Source
Apache Airflow is a popular open-source tool that helps teams create, schedule, and monitor sequences of tasks, known as “workflows.”
In particular, data engineers utilize Airflow to help manage a lot of their data pipelines due to its ability to easily deploy and manage complex tasks in what is often referenced as a DAG( which we will discuss shortly)
Managed Workflows for Apache Airflow, abbreviated as MWAA, is a managed service designed for orchestration in Apache Airflow. With MWAA, users can easily operate data pipelines at scale, setting up and managing them from end to end.
What isn’t always discussed in articles about Airflow is the struggle to manage Airflow systems. They can be challenging to scale, overload VMs and have scheduler get stuck.
When this isn’t managed by a service like MWAA or Astronomer.io, it can pose a lot of extra work.
In this community update we wanted to discuss MWAA and its benefits to see if it’s the right choice for your team.
What Is Apache Airflow?
Apache Airflow is a powerful platform that helps teams manage their workflows programmatically. With Airflow, sequences of tasks are effortlessly turned into Directed Acyclic Graphs (DAGs). Using the Airflow scheduler, users can set up dependencies to delegate tasks automatically to workers, ensuring reliable and fast execution.
Even when working with complex DAGs, changes are made easily thanks to a robust set of command line utilities. With an advanced user interface, visualizing pipelines is simple, allowing teams to monitor production, progress and problems easily. By defining workflows as code, maintaining, versioning, testing, and collaborating with them is made simpler. All of that makes Apache Airflow a fantastic platform for workflow orchestration, and MWAA only makes it better.
What Is Managed Workflows for Apache Airflow?

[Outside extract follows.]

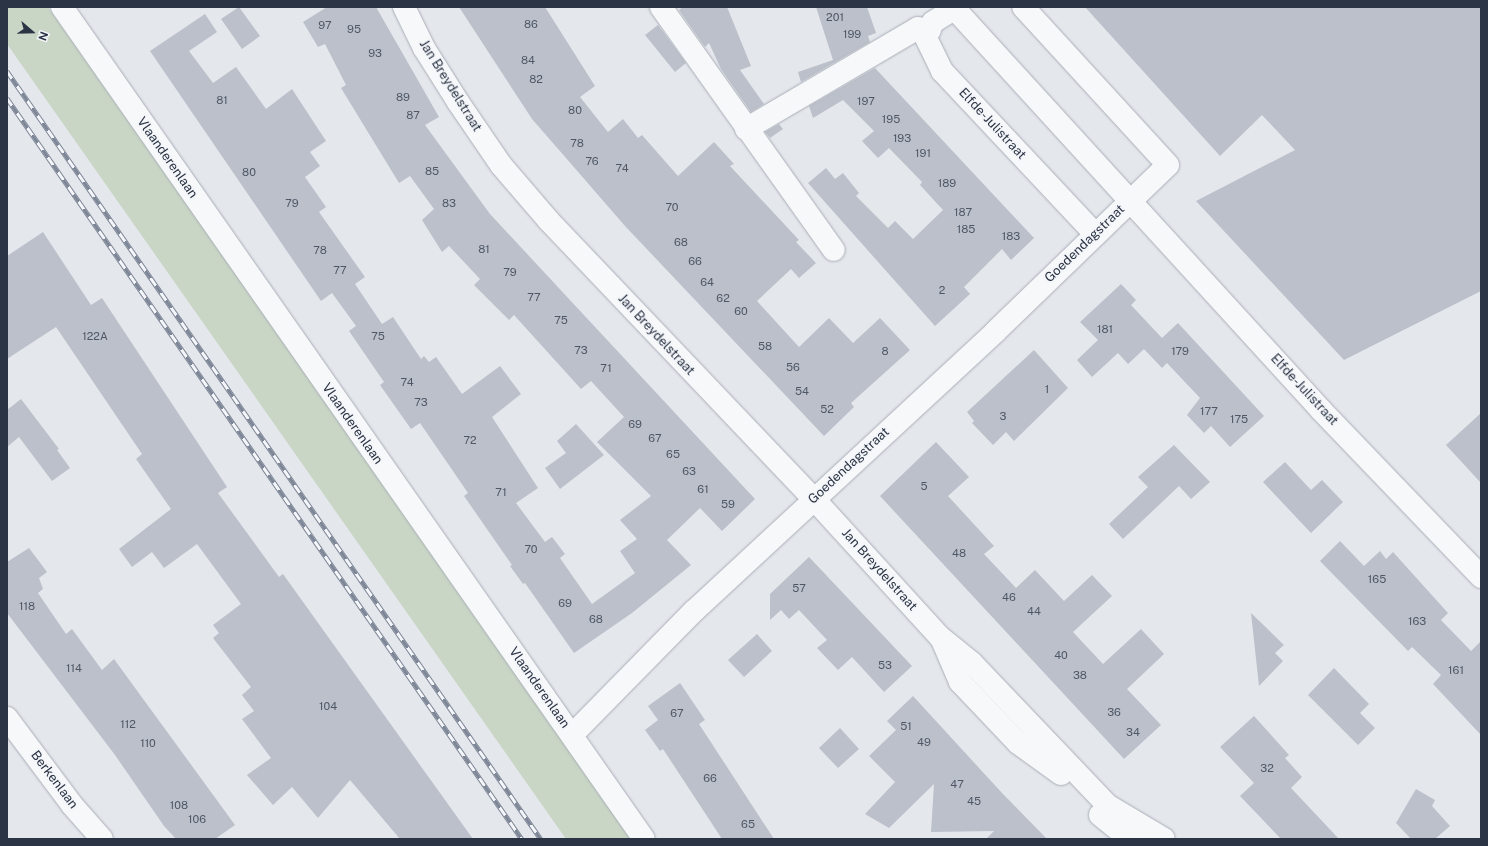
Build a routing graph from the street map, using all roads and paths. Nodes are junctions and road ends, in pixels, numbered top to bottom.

Managed Workflows allow developers the ability to quickly deploy an Airflow instance on AWS that utilizes a combination of other AWS services to optimize the overall set-up.
Scalability, availability and security are assured with Managed Workflow’s automatic orchestration, which will scale capacity to meet your needs with limited intervention.
This is unlike a more manual approach which would be to use an EC2 instance to run DAGs that you either store in S3 or on the EC2 instance itself.
The managed service means that you no longer need to monitor and manually scale your Celery workers to meet your workflows’ demand.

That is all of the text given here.